Avant-garde Stationery

30 October — 6 December 2015
pop/off/art Gallery, Moscow

“Avant-garde Stationery” explores the idea of the office as a system of objects stripped of their practical function. The project reflects one of the central topoi of avant-garde and modernist art — the creation of unusable, or “broken,” things.

In this series, Anatoly Osmolovsky reconsiders stationery as a metaphorical object, deliberately denying its utilitarian properties with a degree of irony. The works incorporate visual elements deeply embedded in the collective memory of the post-Soviet experience: familiar forms of stationery that have remained largely unchanged over decades.

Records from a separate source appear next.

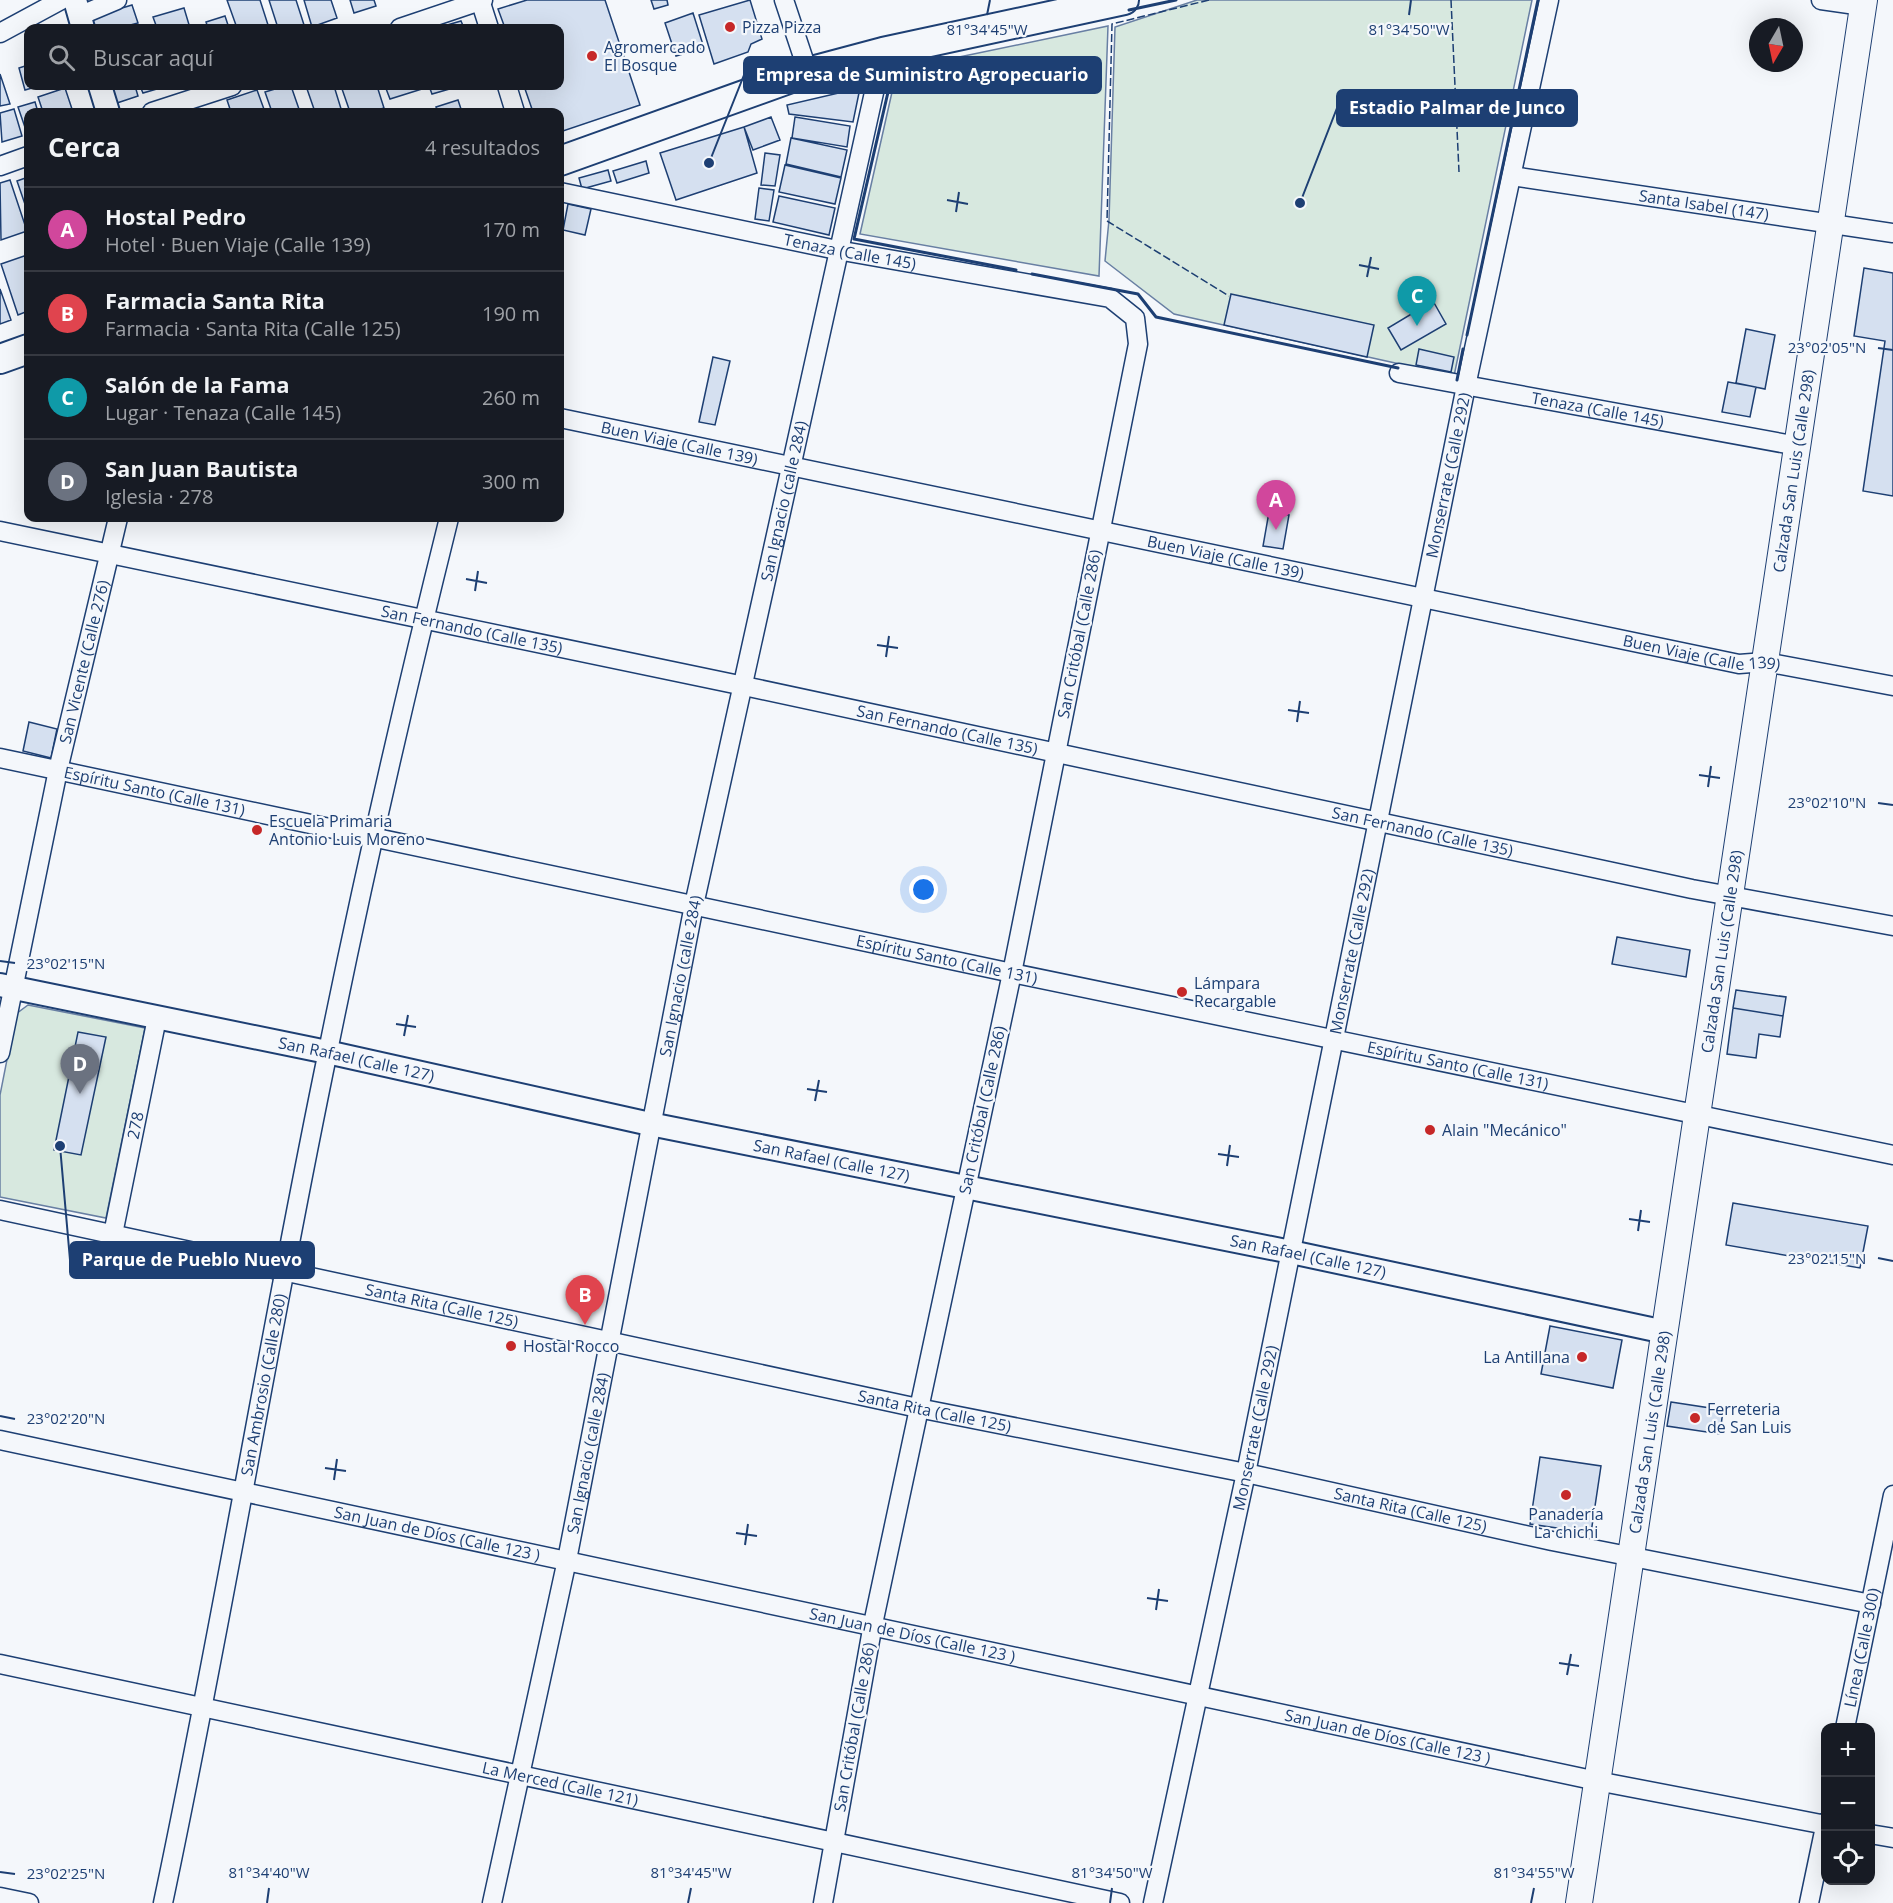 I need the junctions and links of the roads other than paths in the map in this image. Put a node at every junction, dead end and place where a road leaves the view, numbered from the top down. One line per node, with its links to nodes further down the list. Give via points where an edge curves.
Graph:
1 (61, 0): 12 (street)
2 (117, 0): 9 (street)
3 (481, 0): 10 (street); 11 (street)
4 (784, 0): 14 (street)
5 (1124, 0): 13 (main road)
6 (1549, 0): 24 (street, Monserrate (Calle 292))
7 (1821, 0): 8 (street)
8 (1863, 3): 26 (main road, Calzada San Luis (Calle 298))
9 (79, 15)
10 (412, 24)
11 (488, 24)
12 (0, 33)
13 (882, 52): 14 (main road); 28 (street, San Ignacio (calle 284))
14 (808, 72): 22 (main road)
15 (101, 90): 18 (street)
16 (220, 90): 19 (street)
17 (508, 90): 20 (street)
18 (107, 108)
19 (164, 108)
20 (514, 108)
21 (24, 157): 23 (street)
22 (564, 160)
23 (0, 166)
24 (1512, 176): 26 (street, Santa Isabel (147)); 33 (street, Monserrate (Calle 292))
25 (564, 193): 28 (street, Tenaza (Calle 145))
26 (1830, 224): 27 (street, Santa Isabel (147)); 35 (main road, Calzada San Luis (Calle 298))
27 (1893, 233)
28 (837, 250): 29 (street, Tenaza (Calle 145), via 1110,297); 36 (street, San Ignacio (calle 284))
29 (1135, 318): 39 (street, San Critóbal (Calle 286), via 1138,344)
30 (24, 350): 31 (main road)
31 (0, 359)
32 (1399, 373): 33 (street, Tenaza (Calle 145))
33 (1466, 386): 35 (street, Tenaza (Calle 145)); 42 (street, Monserrate (Calle 292))
34 (564, 419): 36 (street, Buen Viaje (Calle 139))
35 (1798, 446): 44 (main road, Calzada San Luis (Calle 298))
36 (791, 467): 39 (street, Buen Viaje (Calle 139)); 45 (street, San Ignacio (calle 284))
37 (117, 522): 41 (street, San Vicente (Calle 276))
38 (448, 522): 43 (street, San Ambrosio (Calle 280))
39 (1100, 530): 42 (street, Buen Viaje (Calle 139)); 47 (street, San Critóbal (Calle 286))
40 (0, 531): 41 (street, San Fernando (Calle 135))
41 (109, 556): 43 (street, San Fernando (Calle 135)); 49 (street, San Vicente (Calle 276))
42 (1425, 597): 44 (street, Buen Viaje (Calle 139), via 1739,664); 50 (street, Monserrate (Calle 292))
43 (423, 620): 45 (street, San Fernando (Calle 135)); 51 (street, San Ambrosio (Calle 280))
44 (1765, 662): 46 (street, Buen Viaje (Calle 139)); 52 (main road, Calzada San Luis (Calle 298))
45 (744, 686): 47 (street, San Fernando (Calle 135)); 53 (street, San Ignacio (calle 284))
46 (1893, 686)
47 (1056, 752): 50 (street, San Fernando (Calle 135)); 55 (street, San Critóbal (Calle 286))
48 (0, 758): 49 (street, Espíritu Santo (Calle 131))
49 (58, 770): 51 (street, Espíritu Santo (Calle 131)); 56 (street, San Vicente (Calle 276))
50 (1377, 821): 52 (street, San Fernando (Calle 135)); 58 (street, Monserrate (Calle 292))
51 (374, 835): 53 (street, Espíritu Santo (Calle 131)); 59 (street, San Ambrosio (Calle 280))
52 (1730, 895): 54 (street, San Fernando (Calle 135)); 61 (main road, Calzada San Luis (Calle 298))
53 (694, 905): 55 (street, Espíritu Santo (Calle 131)); 62 (street, San Ignacio (calle 284))
54 (1893, 926)
55 (1012, 973): 58 (street, Espíritu Santo (Calle 131)); 64 (street, San Critóbal (Calle 286))
56 (6, 986): 57 (street, San Rafael (Calle 127)); 60 (street, San Vicente (Calle 276))
57 (157, 1018): 59 (street, San Rafael (Calle 127)); 66 (street, 278)
58 (1333, 1037): 61 (street, Espíritu Santo (Calle 131)); 67 (street, Monserrate (Calle 292))
59 (327, 1052): 62 (street, San Rafael (Calle 127)); 68 (street, San Ambrosio (Calle 280))
60 (0, 1053)
61 (1697, 1116): 63 (street, Espíritu Santo (Calle 131)); 69 (main road, Calzada San Luis (Calle 298))
62 (650, 1124): 64 (street, San Rafael (Calle 127)); 70 (street, San Ignacio (calle 284))
63 (1893, 1155)
64 (965, 1186): 67 (street, San Rafael (Calle 127)); 71 (street, San Critóbal (Calle 286))
65 (0, 1210): 66 (street, Santa Rita (Calle 125))
66 (113, 1234): 68 (street, Santa Rita (Calle 125))
67 (1291, 1252): 69 (street, San Rafael (Calle 127)); 73 (street, Monserrate (Calle 292))
68 (285, 1272): 70 (street, Santa Rita (Calle 125)); 74 (street, San Ambrosio (Calle 280))
69 (1665, 1332): 76 (main road, Calzada San Luis (Calle 298))
70 (608, 1341): 71 (street, Santa Rita (Calle 125)); 77 (street, San Ignacio (calle 284))
71 (918, 1408): 73 (street, Santa Rita (Calle 125)); 79 (street, San Critóbal (Calle 286))
72 (0, 1440): 74 (street, San Juan de Díos (Calle 123 ))
73 (1246, 1473): 76 (street, Santa Rita (Calle 125)); 81 (street, Monserrate (Calle 292))
74 (245, 1491): 77 (street, San Juan de Díos (Calle 123 )); 82 (street, San Ambrosio (Calle 280))
75 (1893, 1495): 78 (street, Línea (Calle 300))
76 (1631, 1555): 78 (street, Santa Rita (Calle 125)); 85 (main road, Calzada San Luis (Calle 298))
77 (567, 1560): 79 (street, San Juan de Díos (Calle 123 )); 84 (street, San Ignacio (calle 284))
78 (1871, 1604): 83 (street, Línea (Calle 300))
79 (873, 1624): 81 (street, San Juan de Díos (Calle 123 )); 90 (street, San Critóbal (Calle 286))
80 (0, 1664): 82 (street, La Merced (Calle 121))
81 (1199, 1695): 85 (street, San Juan de Díos (Calle 123 )); 97 (street, Monserrate (Calle 292))
82 (205, 1707): 84 (street, La Merced (Calle 121)); 93 (street, San Ambrosio (Calle 280))
83 (1846, 1723)
84 (520, 1775): 90 (street, La Merced (Calle 121)); 94 (street, San Ignacio (calle 284))
85 (1597, 1781): 86 (street, San Juan de Díos (Calle 123 )); 98 (main road, Calzada San Luis (Calle 298))
86 (1821, 1823)
87 (1824, 1831): 99 (street)
88 (1875, 1835): 89 (street)
89 (1893, 1838)
90 (834, 1842): 95 (street, San Critóbal (Calle 286)); 96 (street, La Merced (Calle 121))
91 (0, 1897): 92 (street)
92 (29, 1903)
93 (163, 1903)
94 (492, 1903)
95 (823, 1903)
96 (1120, 1903)
97 (1154, 1903)
98 (1579, 1903)
99 (1809, 1903)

The project also references key milestones in the artist’s practice. The series of wooden rulers develops ideas introduced in one of Osmolovsky’s early object-based works, New Standard (2002), a set of two aluminum rulers marking his transition from non-spectacular actions to object art. Paper as a medium recalls the series Tickets to Paradise (2006), which addressed protests against the monetisation of social benefits.

The faux-leather folders — shaped like simplified military tanks stripped of detail and weaponry — connect to the artist’s sculptural language, where reduction and abstraction play a central role.

Consistent with Osmolovsky’s principle of serial production, each object exists as part of a larger series of similar works, placing it in an ambivalent position between uniqueness and reproducibility.